His companions rolled their eyes.

Clearly wanting to interact with her fans as always, Aunt Dahlia gave him a flirty giggle. “I love you too, handsome! Catch me later and I might say yes.”

“At least give me an autograph. Sign it ‘To Eddie Maxwell, my future husband.’” His Texas accent as brash as his words, he tossed his hat into the carriage and cast a glance at Ariel. “You’re looking good too, Ariel. A shame you don’t date.”

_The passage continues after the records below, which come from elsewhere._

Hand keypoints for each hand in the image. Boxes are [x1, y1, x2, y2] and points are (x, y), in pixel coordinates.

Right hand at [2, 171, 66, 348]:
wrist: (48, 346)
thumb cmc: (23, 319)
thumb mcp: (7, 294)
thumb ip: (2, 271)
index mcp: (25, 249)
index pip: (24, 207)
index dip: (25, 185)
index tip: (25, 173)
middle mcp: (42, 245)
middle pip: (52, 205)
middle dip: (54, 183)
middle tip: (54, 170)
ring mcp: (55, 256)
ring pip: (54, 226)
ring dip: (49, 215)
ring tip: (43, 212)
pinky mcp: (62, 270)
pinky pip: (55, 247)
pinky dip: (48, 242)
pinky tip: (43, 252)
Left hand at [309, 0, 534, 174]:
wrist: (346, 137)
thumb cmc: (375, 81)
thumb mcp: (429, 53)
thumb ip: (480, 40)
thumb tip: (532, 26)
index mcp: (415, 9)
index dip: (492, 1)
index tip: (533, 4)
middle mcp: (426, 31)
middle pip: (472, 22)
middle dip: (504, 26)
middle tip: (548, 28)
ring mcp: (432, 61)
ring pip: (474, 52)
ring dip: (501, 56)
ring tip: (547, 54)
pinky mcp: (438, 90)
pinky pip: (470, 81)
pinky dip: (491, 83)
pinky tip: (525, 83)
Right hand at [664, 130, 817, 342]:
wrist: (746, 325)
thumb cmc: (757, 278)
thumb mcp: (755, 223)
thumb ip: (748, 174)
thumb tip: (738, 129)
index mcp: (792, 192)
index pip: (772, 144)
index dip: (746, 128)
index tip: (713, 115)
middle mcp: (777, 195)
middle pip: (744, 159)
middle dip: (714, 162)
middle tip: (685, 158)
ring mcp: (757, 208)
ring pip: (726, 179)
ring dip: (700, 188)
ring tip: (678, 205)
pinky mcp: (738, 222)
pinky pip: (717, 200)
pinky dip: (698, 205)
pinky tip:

She smiled and gave him her pat answer—the one her aunt had suggested she say to every interested man for the past ten years. Even though it meant almost nothing. “My work schedule demands too much of my time.”

Aunt Dahlia patted her hand in that gentle, approving way she had. She pulled a Sharpie from her handbag and signed the hat, chatting up the man the whole time. When she handed it back, she blew him a kiss and gave him a big, toothy grin as they started down the street.